● Your objective:
With the records as your source, report how many lines contain "Isidoro". Add no other words.
(Beginning of Given records)
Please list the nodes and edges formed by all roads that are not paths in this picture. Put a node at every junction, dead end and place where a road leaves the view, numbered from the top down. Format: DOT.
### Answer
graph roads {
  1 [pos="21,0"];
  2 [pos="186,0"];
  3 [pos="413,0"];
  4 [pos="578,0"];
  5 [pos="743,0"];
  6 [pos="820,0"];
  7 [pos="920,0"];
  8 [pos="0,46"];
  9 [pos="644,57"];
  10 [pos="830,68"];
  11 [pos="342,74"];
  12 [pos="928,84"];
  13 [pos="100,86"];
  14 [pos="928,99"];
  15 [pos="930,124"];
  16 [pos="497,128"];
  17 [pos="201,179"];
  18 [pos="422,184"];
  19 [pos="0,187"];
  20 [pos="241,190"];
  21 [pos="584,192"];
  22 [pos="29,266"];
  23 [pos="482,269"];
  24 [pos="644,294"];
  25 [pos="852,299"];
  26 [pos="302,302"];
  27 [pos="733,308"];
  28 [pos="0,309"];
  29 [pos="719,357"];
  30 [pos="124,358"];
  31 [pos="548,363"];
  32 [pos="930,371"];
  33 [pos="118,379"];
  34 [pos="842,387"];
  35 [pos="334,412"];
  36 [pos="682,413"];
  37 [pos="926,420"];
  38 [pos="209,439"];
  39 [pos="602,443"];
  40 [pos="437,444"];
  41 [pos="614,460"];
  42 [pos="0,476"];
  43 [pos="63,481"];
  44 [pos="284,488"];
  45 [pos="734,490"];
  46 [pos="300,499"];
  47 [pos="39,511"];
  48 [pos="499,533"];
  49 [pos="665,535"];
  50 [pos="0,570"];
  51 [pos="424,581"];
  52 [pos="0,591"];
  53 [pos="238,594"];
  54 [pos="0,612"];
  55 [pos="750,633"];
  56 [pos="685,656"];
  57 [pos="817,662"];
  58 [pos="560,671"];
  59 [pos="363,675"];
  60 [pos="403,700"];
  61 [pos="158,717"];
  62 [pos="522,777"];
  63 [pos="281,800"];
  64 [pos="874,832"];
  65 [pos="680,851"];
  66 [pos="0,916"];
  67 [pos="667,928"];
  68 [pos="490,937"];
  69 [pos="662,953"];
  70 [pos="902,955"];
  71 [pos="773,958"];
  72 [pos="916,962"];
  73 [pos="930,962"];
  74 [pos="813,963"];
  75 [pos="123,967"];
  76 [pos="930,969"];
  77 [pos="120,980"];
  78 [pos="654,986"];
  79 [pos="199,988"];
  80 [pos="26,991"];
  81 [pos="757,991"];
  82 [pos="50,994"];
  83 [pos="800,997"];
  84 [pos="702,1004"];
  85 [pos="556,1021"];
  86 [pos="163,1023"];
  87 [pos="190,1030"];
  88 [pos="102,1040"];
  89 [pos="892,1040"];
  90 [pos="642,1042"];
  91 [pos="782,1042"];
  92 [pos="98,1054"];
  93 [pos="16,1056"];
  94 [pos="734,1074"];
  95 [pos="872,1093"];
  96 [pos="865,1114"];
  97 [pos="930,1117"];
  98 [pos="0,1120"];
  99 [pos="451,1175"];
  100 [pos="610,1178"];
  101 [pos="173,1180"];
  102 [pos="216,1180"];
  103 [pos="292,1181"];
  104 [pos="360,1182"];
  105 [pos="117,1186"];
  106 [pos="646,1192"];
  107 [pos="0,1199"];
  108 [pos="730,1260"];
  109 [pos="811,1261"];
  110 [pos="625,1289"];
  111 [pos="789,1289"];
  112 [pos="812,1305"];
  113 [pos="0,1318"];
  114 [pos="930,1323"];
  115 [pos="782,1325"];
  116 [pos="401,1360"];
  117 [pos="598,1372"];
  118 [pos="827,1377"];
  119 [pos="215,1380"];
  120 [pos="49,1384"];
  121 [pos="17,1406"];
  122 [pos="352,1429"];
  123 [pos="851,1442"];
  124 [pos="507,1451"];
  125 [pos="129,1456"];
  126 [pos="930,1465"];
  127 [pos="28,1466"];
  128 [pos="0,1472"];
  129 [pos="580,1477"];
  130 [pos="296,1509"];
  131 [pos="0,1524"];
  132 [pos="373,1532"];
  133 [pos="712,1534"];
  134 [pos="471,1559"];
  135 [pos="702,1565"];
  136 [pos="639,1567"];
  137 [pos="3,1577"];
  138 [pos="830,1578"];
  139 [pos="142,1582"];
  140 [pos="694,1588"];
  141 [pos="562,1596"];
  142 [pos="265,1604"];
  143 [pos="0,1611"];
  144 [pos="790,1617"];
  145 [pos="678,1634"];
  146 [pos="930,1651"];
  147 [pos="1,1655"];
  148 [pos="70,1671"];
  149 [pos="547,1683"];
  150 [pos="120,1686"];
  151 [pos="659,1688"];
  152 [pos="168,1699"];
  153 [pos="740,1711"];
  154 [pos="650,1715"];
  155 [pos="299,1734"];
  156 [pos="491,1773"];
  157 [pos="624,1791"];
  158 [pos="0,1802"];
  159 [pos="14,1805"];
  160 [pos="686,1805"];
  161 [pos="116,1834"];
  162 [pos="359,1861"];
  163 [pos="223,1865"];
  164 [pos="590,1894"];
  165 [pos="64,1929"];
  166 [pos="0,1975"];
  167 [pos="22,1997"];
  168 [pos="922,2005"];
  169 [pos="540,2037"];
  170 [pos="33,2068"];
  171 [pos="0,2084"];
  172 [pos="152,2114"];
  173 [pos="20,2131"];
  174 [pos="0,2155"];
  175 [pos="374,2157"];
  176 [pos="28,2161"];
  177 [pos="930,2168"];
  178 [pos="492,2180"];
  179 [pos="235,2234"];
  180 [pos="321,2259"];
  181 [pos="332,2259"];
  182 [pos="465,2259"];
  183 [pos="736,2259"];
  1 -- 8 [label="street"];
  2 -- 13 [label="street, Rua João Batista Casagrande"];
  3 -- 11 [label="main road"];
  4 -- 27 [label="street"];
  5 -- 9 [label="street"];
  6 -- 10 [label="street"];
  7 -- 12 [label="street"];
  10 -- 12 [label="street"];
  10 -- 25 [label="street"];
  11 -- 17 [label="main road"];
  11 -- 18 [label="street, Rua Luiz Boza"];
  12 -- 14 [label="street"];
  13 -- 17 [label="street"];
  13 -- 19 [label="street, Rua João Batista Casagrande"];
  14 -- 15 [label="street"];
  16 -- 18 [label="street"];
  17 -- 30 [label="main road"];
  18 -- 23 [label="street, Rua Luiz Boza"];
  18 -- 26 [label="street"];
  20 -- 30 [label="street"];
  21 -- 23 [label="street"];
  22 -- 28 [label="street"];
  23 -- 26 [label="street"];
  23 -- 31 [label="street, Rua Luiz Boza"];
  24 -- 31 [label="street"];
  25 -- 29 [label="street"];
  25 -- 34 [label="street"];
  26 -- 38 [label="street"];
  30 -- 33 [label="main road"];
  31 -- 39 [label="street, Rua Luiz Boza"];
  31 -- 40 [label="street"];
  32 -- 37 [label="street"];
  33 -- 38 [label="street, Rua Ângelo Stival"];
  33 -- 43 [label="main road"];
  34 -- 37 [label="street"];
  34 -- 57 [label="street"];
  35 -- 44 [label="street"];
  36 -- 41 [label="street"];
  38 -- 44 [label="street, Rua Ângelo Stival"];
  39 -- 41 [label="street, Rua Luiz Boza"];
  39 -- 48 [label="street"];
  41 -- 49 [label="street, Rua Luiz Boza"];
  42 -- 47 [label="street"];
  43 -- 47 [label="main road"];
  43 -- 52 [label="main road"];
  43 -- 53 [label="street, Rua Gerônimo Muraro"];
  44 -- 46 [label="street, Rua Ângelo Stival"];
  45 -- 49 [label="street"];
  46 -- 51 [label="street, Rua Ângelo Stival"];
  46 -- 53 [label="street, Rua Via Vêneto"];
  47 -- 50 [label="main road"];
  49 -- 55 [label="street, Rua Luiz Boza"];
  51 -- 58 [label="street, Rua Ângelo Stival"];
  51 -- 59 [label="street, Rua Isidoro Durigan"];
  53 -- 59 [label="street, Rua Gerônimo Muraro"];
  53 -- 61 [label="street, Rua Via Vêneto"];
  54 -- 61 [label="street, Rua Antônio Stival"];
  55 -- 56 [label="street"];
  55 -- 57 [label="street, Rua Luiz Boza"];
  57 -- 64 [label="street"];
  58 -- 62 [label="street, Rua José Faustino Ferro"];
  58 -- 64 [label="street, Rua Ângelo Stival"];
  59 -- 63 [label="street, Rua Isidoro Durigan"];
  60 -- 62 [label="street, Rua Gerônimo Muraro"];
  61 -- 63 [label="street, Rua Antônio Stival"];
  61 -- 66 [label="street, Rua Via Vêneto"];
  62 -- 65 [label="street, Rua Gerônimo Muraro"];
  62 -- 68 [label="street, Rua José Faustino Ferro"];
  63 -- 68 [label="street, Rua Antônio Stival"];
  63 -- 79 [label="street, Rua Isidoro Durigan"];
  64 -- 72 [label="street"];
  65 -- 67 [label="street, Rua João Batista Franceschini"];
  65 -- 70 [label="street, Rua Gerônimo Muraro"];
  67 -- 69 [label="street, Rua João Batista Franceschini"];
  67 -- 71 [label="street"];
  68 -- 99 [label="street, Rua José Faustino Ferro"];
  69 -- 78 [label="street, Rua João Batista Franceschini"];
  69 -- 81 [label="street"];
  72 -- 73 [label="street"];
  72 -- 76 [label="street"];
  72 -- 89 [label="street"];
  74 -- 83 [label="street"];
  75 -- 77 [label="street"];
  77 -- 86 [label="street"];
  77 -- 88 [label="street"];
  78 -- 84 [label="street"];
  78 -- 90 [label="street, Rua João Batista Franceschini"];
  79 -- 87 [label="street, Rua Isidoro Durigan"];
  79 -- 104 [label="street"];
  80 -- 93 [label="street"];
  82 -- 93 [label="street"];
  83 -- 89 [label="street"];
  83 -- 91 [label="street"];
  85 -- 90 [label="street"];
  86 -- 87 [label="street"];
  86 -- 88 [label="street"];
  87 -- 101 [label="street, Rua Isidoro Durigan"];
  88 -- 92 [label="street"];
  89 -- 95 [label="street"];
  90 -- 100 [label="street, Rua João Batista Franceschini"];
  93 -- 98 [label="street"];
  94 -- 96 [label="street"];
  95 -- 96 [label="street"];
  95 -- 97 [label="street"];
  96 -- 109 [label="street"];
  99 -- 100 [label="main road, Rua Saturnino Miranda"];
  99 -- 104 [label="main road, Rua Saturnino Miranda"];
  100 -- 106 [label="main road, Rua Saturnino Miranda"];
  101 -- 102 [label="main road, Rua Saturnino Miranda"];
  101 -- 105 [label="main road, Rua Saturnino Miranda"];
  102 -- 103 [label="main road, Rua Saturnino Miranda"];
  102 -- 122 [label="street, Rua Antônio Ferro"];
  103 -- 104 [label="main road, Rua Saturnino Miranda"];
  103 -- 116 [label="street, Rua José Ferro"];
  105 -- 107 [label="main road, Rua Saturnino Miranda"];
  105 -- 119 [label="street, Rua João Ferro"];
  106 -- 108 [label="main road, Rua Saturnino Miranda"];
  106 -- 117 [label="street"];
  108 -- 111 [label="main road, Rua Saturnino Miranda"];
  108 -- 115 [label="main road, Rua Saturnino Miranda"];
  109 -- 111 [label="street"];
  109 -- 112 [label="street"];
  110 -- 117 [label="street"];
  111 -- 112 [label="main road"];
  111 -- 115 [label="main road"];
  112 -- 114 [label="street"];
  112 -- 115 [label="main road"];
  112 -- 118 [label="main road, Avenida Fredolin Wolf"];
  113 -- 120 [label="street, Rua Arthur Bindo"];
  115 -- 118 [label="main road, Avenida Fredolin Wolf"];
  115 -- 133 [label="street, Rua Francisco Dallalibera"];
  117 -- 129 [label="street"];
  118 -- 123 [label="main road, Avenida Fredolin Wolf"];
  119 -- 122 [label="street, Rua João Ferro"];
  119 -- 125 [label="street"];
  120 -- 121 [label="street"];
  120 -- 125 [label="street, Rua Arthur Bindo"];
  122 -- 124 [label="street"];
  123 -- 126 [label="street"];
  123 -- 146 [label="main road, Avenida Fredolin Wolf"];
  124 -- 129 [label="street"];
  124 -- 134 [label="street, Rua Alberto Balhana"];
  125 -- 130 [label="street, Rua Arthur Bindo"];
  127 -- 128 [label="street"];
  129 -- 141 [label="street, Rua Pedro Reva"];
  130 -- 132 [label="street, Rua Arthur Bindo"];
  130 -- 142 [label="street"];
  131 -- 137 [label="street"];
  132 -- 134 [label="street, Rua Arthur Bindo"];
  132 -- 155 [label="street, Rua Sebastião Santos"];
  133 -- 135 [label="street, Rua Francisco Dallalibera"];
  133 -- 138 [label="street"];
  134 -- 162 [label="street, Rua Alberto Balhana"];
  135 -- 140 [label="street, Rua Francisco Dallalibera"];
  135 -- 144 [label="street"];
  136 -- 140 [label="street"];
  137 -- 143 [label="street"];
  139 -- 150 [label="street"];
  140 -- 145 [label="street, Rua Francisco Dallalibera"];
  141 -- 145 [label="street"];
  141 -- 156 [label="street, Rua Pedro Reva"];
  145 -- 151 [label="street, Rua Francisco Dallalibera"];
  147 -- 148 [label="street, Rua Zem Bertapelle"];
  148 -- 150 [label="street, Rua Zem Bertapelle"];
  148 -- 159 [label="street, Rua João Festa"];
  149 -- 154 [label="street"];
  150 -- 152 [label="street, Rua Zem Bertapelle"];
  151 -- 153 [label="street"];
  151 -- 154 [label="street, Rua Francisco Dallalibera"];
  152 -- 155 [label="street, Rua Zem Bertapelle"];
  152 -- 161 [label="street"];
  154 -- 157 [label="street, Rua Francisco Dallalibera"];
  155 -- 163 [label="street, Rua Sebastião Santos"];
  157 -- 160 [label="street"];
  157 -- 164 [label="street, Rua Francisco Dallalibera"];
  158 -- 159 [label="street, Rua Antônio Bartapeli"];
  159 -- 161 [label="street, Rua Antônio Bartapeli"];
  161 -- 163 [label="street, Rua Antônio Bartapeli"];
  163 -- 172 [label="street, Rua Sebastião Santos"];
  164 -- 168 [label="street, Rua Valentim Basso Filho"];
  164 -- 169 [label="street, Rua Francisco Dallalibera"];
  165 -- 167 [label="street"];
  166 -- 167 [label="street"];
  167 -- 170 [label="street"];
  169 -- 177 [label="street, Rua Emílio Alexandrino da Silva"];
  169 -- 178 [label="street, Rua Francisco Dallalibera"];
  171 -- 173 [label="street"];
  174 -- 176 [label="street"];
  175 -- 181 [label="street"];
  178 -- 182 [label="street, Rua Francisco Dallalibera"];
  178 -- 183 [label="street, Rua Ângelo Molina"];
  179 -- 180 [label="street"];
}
(End of Given records)
● Task answer:
5